WORK ORDER. Across all entries below, how many lines include "Write"? Answer with the number alone.

EXTRACTED MATERIAL.
=-=-=-=-=

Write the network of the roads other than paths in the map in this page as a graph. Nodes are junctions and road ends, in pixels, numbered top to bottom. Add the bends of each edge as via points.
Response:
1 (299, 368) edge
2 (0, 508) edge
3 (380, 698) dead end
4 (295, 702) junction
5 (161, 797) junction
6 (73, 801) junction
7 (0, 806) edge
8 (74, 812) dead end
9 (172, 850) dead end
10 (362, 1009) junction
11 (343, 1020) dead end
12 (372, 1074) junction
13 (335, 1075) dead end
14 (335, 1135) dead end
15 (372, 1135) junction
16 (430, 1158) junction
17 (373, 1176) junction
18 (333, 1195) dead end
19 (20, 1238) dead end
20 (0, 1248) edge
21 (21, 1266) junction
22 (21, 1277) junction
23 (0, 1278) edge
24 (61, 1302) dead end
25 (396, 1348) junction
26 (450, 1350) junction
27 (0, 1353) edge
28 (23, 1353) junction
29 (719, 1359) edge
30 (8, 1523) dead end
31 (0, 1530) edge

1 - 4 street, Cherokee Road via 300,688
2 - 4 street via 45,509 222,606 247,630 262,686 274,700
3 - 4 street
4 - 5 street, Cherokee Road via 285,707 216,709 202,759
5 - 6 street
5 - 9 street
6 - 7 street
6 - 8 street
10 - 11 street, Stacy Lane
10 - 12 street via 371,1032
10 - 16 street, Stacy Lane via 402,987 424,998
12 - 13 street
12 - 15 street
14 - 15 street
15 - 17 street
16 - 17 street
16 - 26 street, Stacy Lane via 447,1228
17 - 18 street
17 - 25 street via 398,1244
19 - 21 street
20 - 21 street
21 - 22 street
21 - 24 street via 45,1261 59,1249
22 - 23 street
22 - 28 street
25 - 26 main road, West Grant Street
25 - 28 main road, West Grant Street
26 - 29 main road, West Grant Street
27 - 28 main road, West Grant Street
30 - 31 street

=-=-=-=-=

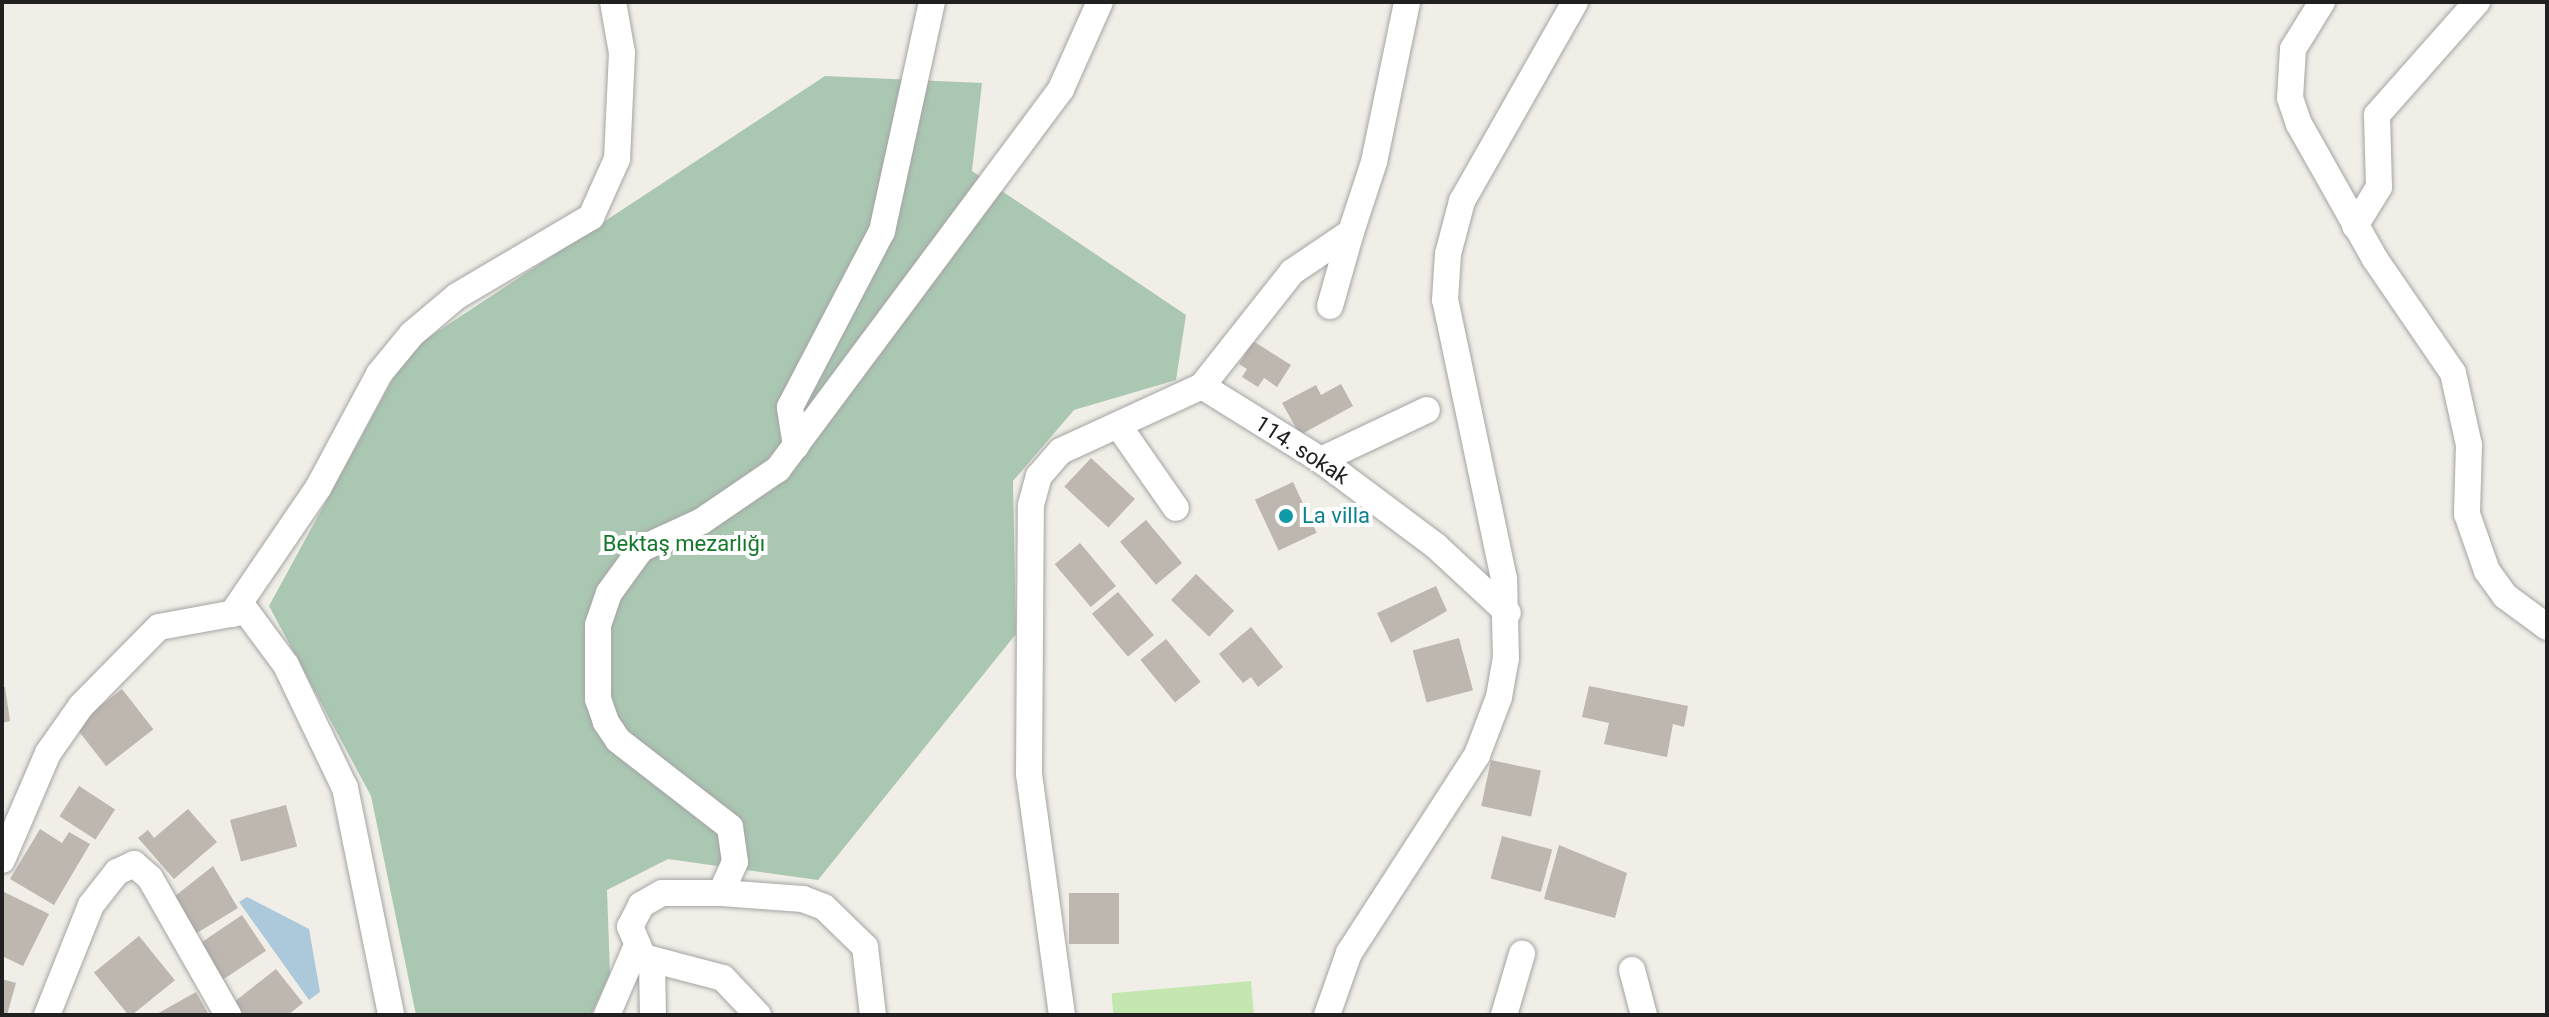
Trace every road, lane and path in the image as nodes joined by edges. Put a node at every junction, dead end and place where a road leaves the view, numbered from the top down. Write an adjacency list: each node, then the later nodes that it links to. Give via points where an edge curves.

=-=-=-=-=

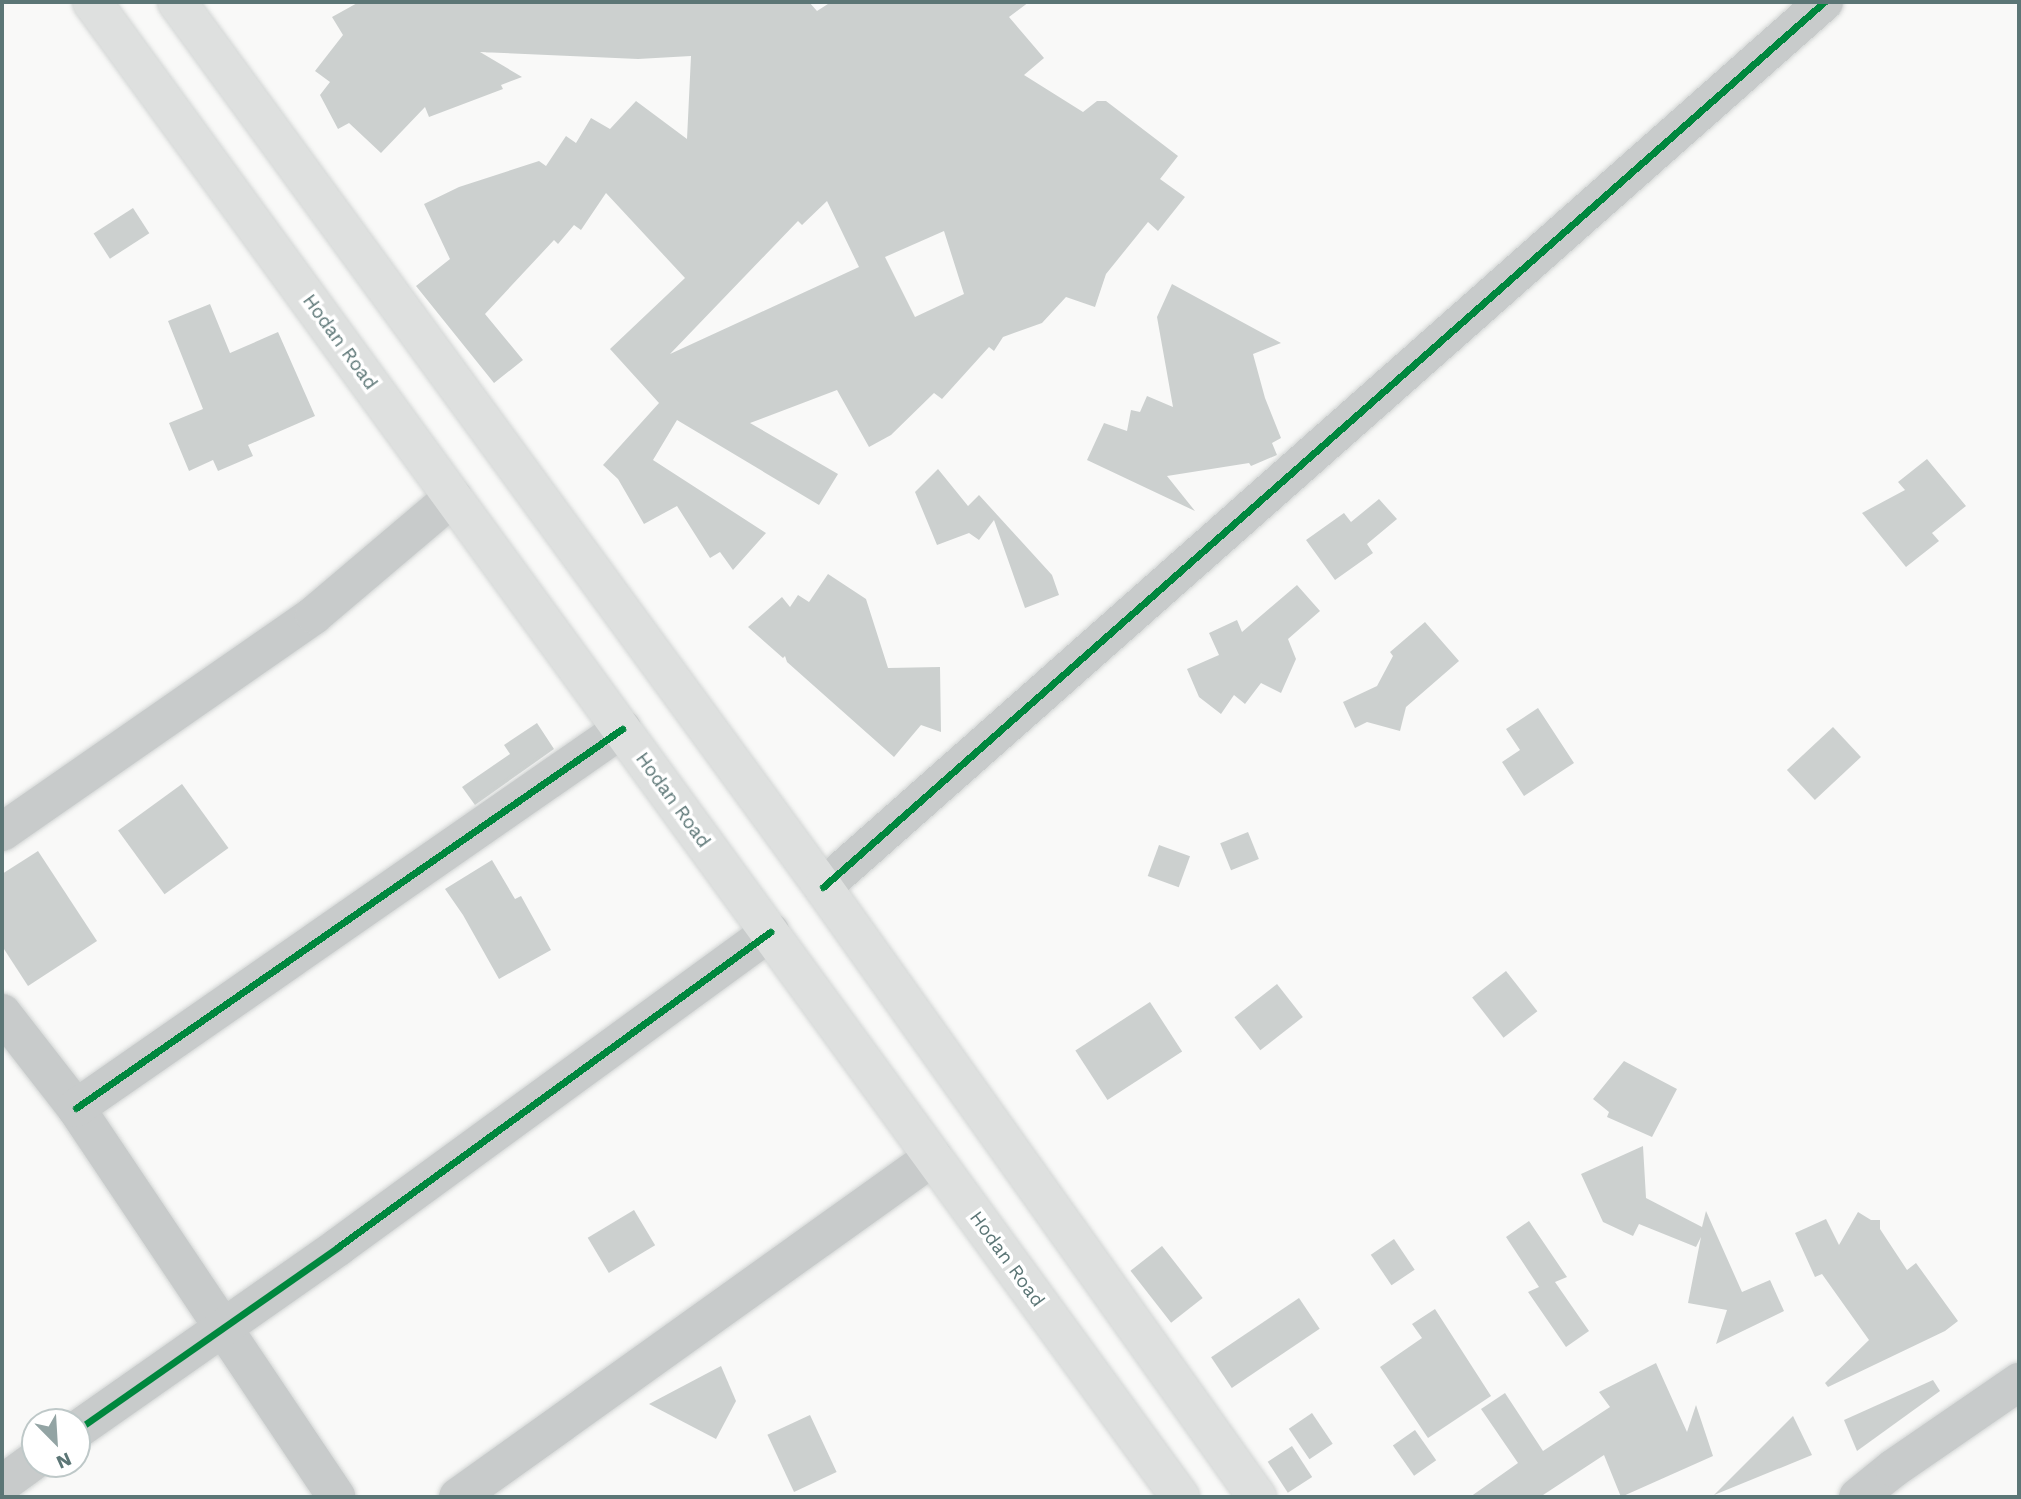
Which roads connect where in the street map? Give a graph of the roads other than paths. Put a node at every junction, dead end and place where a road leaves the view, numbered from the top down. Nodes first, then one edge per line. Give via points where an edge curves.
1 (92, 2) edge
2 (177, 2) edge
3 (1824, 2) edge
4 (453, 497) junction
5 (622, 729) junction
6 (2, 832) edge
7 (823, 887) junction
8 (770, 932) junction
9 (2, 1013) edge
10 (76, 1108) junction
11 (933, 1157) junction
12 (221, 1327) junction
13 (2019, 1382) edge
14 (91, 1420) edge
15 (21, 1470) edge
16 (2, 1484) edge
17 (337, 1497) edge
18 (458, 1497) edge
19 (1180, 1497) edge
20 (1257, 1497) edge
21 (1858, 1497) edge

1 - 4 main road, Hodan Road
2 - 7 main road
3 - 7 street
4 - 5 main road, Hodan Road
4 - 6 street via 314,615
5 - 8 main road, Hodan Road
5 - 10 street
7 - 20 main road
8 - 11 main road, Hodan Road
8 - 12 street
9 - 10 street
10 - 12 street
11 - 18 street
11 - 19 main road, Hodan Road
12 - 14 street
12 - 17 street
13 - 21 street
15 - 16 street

=-=-=-=-=

RESPONSE. 2